ドラマ版掟上今日子の備忘録 第3話
≪あらすじ≫
警備員の仕事を始めた厄介(岡田将生)が務める美術館に、今日子(新垣結衣)が何度も訪れてくる。その度に『母』というタイトルの絵を熱心に見ている今日子に、何故いつもこの絵の前で立ち止まるのかと厄介が聞くと、「この絵には2億円ほどの価値がある」と答えた。今日子との距離を縮めたい厄介は翌日、客として美術館へ。厄介が待っていると今日子が現れるが、『母』の絵の前をすぐに立ち去ろうとする。声をかけると「この絵の価値は200万円程度」と、前日とまったく違うことを口にし、厄介を驚かせる。
数日後、美術館で『母』の絵が傷つけられるという事件が厄介の警備中に発生。絵を見た老人が、なぜか激怒して暴れ始め、厄介が取り押さえようとして揉み合ううちに、老人の持っていた杖が突き刺さり、絵に穴が開いてしまったのだ。美術館の館長は厄介に責任を押し付け首にした上に、警備会社との契約も解除すると宣言する。自分が世話になった警備会社の先輩にまで迷惑がかかるのを申し訳なく感じた厄介は、今日子に真相究明を依頼する。

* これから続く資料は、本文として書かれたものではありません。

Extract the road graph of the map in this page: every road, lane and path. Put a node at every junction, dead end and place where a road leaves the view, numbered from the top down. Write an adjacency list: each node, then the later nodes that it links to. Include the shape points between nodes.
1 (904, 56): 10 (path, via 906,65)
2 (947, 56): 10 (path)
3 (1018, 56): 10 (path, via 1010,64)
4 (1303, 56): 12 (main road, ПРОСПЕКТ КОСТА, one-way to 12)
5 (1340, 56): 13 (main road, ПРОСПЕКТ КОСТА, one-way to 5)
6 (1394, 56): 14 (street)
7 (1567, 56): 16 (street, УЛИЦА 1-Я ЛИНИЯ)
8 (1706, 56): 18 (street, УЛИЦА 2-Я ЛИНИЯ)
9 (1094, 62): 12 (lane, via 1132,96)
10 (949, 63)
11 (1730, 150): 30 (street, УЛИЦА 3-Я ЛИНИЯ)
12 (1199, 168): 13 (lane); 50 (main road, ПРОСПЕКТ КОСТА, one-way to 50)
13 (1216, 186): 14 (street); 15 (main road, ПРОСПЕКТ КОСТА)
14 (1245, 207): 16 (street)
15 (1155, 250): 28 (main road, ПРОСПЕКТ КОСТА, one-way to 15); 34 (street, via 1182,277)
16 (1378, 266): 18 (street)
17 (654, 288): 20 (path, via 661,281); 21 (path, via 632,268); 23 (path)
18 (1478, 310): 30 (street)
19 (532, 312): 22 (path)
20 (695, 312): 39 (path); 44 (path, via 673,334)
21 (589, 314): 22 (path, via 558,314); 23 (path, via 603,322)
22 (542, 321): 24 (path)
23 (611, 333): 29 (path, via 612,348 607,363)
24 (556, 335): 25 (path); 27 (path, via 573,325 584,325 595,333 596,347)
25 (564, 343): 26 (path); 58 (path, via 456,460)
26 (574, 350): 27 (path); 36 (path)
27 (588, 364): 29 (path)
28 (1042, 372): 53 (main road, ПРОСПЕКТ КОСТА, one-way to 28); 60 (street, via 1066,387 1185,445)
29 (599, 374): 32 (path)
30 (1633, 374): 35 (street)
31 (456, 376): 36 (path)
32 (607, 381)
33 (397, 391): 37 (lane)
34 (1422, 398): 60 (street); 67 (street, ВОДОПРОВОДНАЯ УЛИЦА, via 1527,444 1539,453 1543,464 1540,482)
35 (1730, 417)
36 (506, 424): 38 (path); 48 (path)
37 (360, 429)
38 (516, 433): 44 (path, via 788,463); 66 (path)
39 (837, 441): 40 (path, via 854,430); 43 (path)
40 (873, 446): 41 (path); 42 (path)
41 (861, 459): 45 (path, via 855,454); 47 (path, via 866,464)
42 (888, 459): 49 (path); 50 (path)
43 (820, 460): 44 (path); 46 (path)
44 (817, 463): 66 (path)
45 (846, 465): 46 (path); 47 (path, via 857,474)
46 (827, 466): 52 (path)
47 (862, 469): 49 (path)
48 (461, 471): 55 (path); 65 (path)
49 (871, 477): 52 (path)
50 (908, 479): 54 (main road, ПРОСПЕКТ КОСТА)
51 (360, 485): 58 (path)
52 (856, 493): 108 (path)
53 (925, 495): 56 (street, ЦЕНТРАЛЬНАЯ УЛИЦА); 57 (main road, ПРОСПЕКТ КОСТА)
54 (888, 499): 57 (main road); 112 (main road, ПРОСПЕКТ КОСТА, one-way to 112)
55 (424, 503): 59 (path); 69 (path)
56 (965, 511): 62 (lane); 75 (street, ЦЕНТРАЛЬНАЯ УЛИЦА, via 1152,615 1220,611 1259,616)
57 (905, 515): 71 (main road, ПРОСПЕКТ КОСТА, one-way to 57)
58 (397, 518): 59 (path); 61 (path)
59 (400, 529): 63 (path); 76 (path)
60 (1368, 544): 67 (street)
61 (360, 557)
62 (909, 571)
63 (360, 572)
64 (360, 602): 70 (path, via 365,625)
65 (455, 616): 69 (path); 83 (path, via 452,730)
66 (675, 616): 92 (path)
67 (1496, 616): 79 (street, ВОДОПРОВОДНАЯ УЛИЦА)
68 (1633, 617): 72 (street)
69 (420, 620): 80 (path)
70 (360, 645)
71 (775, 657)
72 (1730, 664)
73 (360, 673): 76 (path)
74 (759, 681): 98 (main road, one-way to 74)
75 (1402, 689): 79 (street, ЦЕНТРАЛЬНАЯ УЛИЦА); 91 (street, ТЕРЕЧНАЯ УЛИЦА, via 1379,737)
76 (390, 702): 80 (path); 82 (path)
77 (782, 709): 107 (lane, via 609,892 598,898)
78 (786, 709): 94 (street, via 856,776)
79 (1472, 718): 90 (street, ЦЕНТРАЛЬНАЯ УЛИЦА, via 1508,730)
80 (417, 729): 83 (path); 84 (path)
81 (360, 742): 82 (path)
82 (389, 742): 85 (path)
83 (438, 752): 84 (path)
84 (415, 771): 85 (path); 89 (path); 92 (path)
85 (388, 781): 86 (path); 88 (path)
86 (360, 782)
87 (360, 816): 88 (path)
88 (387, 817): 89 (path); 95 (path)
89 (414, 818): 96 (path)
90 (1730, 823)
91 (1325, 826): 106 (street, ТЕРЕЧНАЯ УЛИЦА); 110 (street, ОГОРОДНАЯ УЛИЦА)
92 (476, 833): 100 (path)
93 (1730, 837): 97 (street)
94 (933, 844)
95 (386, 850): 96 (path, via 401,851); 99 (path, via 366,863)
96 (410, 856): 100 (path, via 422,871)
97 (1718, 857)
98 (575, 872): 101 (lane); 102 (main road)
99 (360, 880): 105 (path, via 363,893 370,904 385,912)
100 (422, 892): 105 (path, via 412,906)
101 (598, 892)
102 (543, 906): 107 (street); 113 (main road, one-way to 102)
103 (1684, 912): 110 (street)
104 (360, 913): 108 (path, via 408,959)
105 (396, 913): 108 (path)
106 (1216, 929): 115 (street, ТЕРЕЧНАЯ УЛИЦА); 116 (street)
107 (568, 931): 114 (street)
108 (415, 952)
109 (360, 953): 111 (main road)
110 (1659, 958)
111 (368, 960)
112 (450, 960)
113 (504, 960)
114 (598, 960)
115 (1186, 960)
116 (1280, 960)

老人は、なぜ絵を見て激怒したのか?厄介は今日子の絵の見立てが、たった1日で2億円から200万円の価値に下がったことが手掛かりになるのではないかと考え、今日子は、美術館職員に変装して内部調査を開始する。同じ絵なのに、1日で何が変わってしまったのか?今日子は、その絵に秘められた謎を解明することが出来るのか?
(公式HP STORY より抜粋)
≪感想≫
忘却探偵第三話。一応、原作通りのストーリーで、その後額縁職人の和久井との関係もそのまま。
ストーリーとしては先に挙げたようにそのままだし、演出も相変わらずなのでその辺は良い意味で変わらずに楽しめた部分だ。原作では「同じ服は二度と着ない(と周囲の良く知る人には思われている。なぜなら当人は昨日着た服を覚えていないから)」とも言われる今日子さんだが、今回も似たようなデザインでも少しずつ違う服を着るというのはそういったこだわりがもしかしたら垣間見えている部分なのかな、とも思えた。
そうした中で良くも悪くも恋愛に対してポジティヴになった厄介。原作にはない部分なのでちょっと新鮮。ただ、どことなくその根拠というか対策が薄いのはどうしてなのだろう。相手は忘却探偵、寝れば一日で記憶がリセットされてしまう。そんな相手に真っ向から「普通」の恋愛と「普通」のナンパというか攻略法でいったいどれだけの信頼を相手から得られるというのか。今日子さんのそうした事情を知りながら、そういうところを無視したような言動の厄介には疑問があった。
特に最後の「寂しくないんですか」という問いかけも、そもそも寂しいも何も明日になれば忘れてしまう。なら答えは明白だったはずだ。これが普通のラブストーリーで、今日子さんが記憶の消えない普通のお金大好きで他人を信用しないようなヒロインだったならそれでも良かっただろう。でも、相手は記憶が消える今日子さんなのだ。
自分は忘れても相手は覚えている。自分の知らない自分を誇ったように語る他人がいる「怖さ」をきっと厄介は想像もしていない。そんな厄介を劇中のように「優しい人」と表現していいのだろうか。
そもそも「自分は単純にタイプではないのだろうか」もなにも、前回「今日子さんのタイプはスポーツマンだと思うよ」とアドバイスを受けていたじゃないか。タイプではないのは分かっていたはず。なんというか、今日子さんよりも厄介の方が記憶をリセットされているのではないかと思ってしまうチグハグさには、さすがに感心しないし、「原作を無視した良くある実写版」のテンプレみたいな感じだった。
と書いているが、これも次回以降になってみないと分からない。次回以降に、「今日子さん」「厄介さん」と呼び合うことを(一応)認められ続けていることで厄介が「浮かれて」しまったことで、そのことを反省するための伏線とも限らないわけだし。